Dilma está sendo clonada
ARNALDO JABOR
O GLOBO - ONTEM
Dilma Rousseff tem de ser ela mesma. Seu duro passado de militância política lhe deixou um viés de rancor e vingança justificáveis. Ela tem todo o direito de ser uma típica “tarefeira” da VAR-Palmares, em vias de realizar o sonho de sua juventude, se eleita. Ela tem o direito de ser irritadiça, pois o país é irritante mesmo. Ela pode achar que democracia é “papo para enrolar as massas”, desconfiar dos capitalistas e empresários, viver gostosamente a volúpia do poder que conquistou... Ela pode ignorar a queda do muro de Berlim, o fim da Guerra Fria, amar o Lula. Ela pode tudo, mas tem de assumir sua personalidade.
Meu Deus, como eu entendo a cabeça da Dilma, mesmo sem conhecê-la pessoalmente... Conheci muitas dilmas na minha juventude, quando participei da fé revolucionaria de nossa geração. Para as dilmas e dirceus do passado, a democracia é uma instituição burguesa (Lênin: “É verdade que a liberdade é preciosa; tão preciosa que precisa ser racionada cuidadosamente”). Ela se considera membro de uma minoria que está “por dentro” da verdade, da chamada “linha justa”. Ela se julga superior – como outros e outras que conheci –, inclusive eu mesmo.
Mas, só uma dor me devora o coração: Dilma está sendo clonada. Esta frente unida do autodeslumbramento de Lula com a massa sindicalista-pelega quer transformá-la em uma Dilma que não existe. Uma nova pessoa, um clone dela mesma. Isto é muito louco.
É natural que o candidato beije criancinhas, coma bode e puxe o saco de evangélicos... Tudo bem. Mas, o tratamento a que submetem a pobre da Dilma me lembra uma famosa cena de Brecht, em “Arturo Ui”, em que um velho ator shakespeareano bêbado e decadente é convocado para ensinar a Hitler (Arturo Ui) como se comportar diante das massas, recitando o discurso de Marco Antonio em “Julio César”. É genial a cena em que, aos poucos, o Hitler vai virando um boneco de engonço, com gestos e falas de robô quebrado.

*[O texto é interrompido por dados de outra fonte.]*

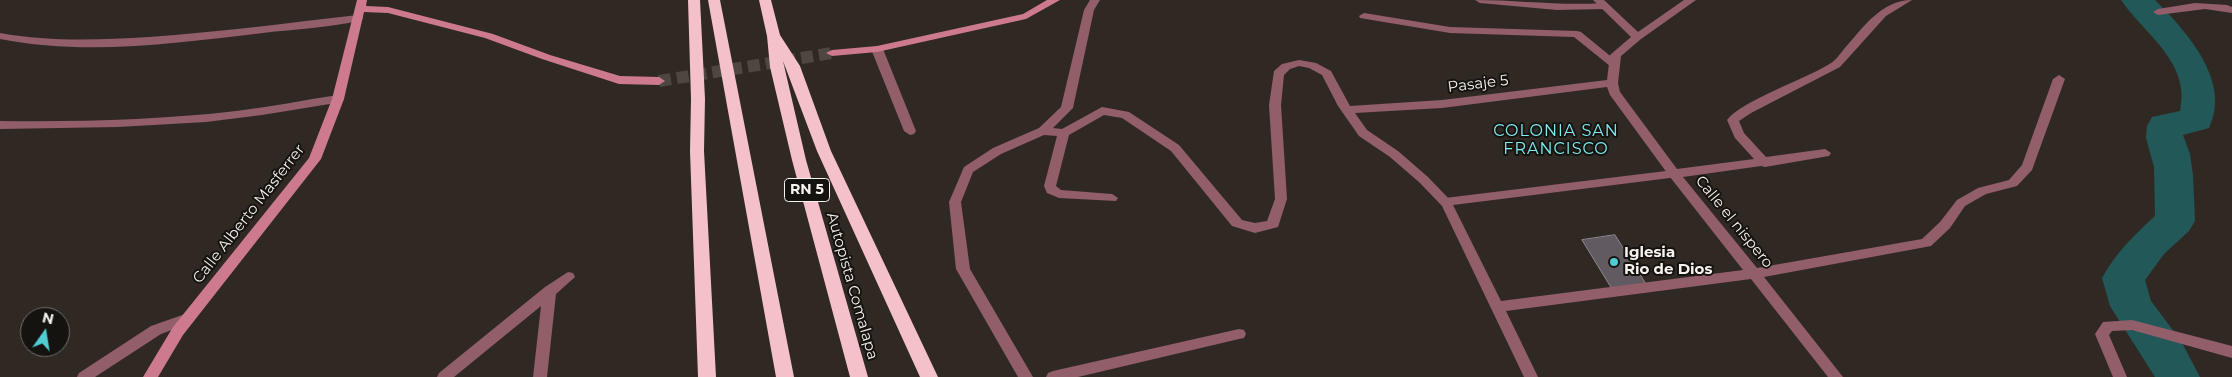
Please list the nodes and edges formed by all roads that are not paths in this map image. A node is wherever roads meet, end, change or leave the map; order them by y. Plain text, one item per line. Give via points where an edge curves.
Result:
1 (694, 0) edge
2 (714, 0) edge
3 (765, 0) edge
4 (1055, 0) edge
5 (1095, 0) edge
6 (1480, 0) edge
7 (1691, 0) edge
8 (1907, 0) edge
9 (1601, 3) edge
10 (360, 9) edge
11 (2232, 10) edge
12 (2158, 12) dead end
13 (1364, 16) dead end
14 (0, 36) edge
15 (774, 36) junction
16 (1637, 37) junction
17 (877, 49) junction
18 (832, 53) tunnel mouth
19 (1614, 64) junction
20 (2060, 79) dead end
21 (658, 81) tunnel mouth
22 (1612, 83) junction
23 (338, 98) junction
24 (1347, 110) junction
25 (0, 125) edge
26 (910, 131) dead end
27 (1043, 131) junction
28 (1064, 133) junction
29 (1825, 153) dead end
30 (1765, 163) junction
31 (1674, 174) junction
32 (1112, 198) dead end
33 (1444, 202) junction
34 (1754, 274) junction
35 (568, 277) dead end
36 (550, 291) junction
37 (1497, 307) junction
38 (188, 318) junction
39 (1239, 334) dead end
40 (2232, 352) edge
41 (84, 377) edge
42 (150, 377) edge
43 (444, 377) edge
44 (540, 377) edge
45 (707, 377) edge
46 (784, 377) edge
47 (859, 377) edge
48 (929, 377) edge
49 (1026, 377) edge
50 (1053, 377) edge
51 (1531, 377) edge
52 (1836, 377) edge
53 (2120, 377) edge

1 - 45 highway
2 - 46 highway
3 - 15 highway, Autopista Comalapa / RN 5
4 - 17 street via 1026,16
5 - 27 street via 1089,10 1067,108
6 - 9 street via 1573,8
7 - 16 street
8 - 30 street via 1882,14 1836,65 1747,110 1734,120 1739,135
9 - 16 street
10 - 14 street via 198,38 55,44
10 - 21 street via 388,10 489,36 619,80
10 - 23 street, Calle Alberto Masferrer
11 - 12 street via 2195,7
13 - 19 street via 1450,30 1577,34
15 - 47 highway, Autopista Comalapa / RN 5 via 777,67 799,160
15 - 48 highway via 793,66 824,151
16 - 19 street via 1616,55
17 - 18 street
17 - 26 street
19 - 22 street
20 - 34 street via 2028,167 2013,183 1982,191 1961,202 1945,225 1926,243
22 - 24 street, Pasaje 5 via 1442,104
22 - 31 street, Calle el nispero via 1624,107
23 - 25 street via 239,115 174,121 85,126
23 - 38 street, Calle Alberto Masferrer via 315,159
24 - 28 street via 1327,73 1312,65 1286,66 1278,74 1274,105 1281,199 1273,224 1261,229 1237,222 1175,148 1124,115 1102,111
24 - 33 street via 1363,133 1394,154
27 - 28 street
27 - 49 street via 997,151 968,170 955,202 963,269
28 - 32 street via 1050,186 1052,190 1059,194
29 - 30 street
30 - 31 street
31 - 33 street
31 - 34 street, Calle el nispero
33 - 37 street
34 - 37 street
34 - 52 street, Calle el nispero
35 - 36 street
36 - 43 street
36 - 44 street
37 - 51 street
38 - 41 street via 156,330
38 - 42 street, Calle Alberto Masferrer
39 - 50 street
40 - 53 street via 2132,325 2108,326 2102,334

A finalidade da faxina que marqueteiros e pt-psicólogos fazem na moça é esta: criar alguém que não existe e que nos engane. Afinal, o que querem esconder? Querem uma reedição “Dilminha paz e amor”? Ou querem Lula e ela em um filme tipo “Se eu fosse você 3”, como piou o Agamenon?
Isso é grave. O PT não se envergonha de criar uma pessoa fabricada em quem devemos votar? Será que seguem ainda a máxima de Lênin: “Uma mentira contada mil vezes vira uma verdade”?
Querem que ela seja uma sorridente democrata, uma porta colorida para a invasão da manada de bolchevistas que planejam mudar o país para trás, na contra mão da tendência da economia global. Eu os conheço bem...
O espantoso é que o país melhorou graças ao Plano Real e uma série de medidas de modernização que abriram caminho para a economia mundial favorecer-nos como um dos países emergentes – e esse raro fenômeno (James Carville, assessor do Clinton contra Bush: “É a economia, estúpido!”) é tratado como se fosse uma política do governo atual, que só fez aumentar despesas públicas e inventar delírios desenvolvimentistas (Stalin: “A gratidão é uma doença de cachorros...”).
O povão do Bolsa Família não pode entender isso. Muitos intelectuais entendem, mas não têm a coragem de explicitar as diferenças – o lobby da velha “boa consciência de esquerda” os intimida. Nesta eleição, não se trata apenas de substituir um nome por outro. Não. O grave é que tramam uma mudança radical na estrutura do governo, uma mutação dentro do Estado democrático. Vamos viver um pleito pretensamente “revolucionário”, a tentativa de um Gramsci (filósofo que dizia que os comunistas devem se infiltrar na democracia para mudá-la) vulgar. Querem fazer um capitalismo de Estado, melhor dizendo, um “patrimonialismo de Estado”. Para isso, topam tudo: calúnias, números mentirosos, alianças com a direita mais maléfica (Stalin: “Não deixamos os inimigos ter armas de fogo; por que deixar que tenham ideias?”).
Não esqueçam que o PT combateu o Plano Real no STF, como fez com a Lei de Responsabilidade Fiscal, como não assinou a Constituição de 1988. Este é o PT que quer ficar na era pós-Lula. Seu lema parece ser: “Em vez de burgueses reacionários mamando na viúva, nós, do povo, nela mamaremos”.
Depois desse “bonapartismo cordial” que o Lula representou, apropriando-se da “herança bendita” de FHC, pode haver o início de uma nova fase: o “chavismo cordial”.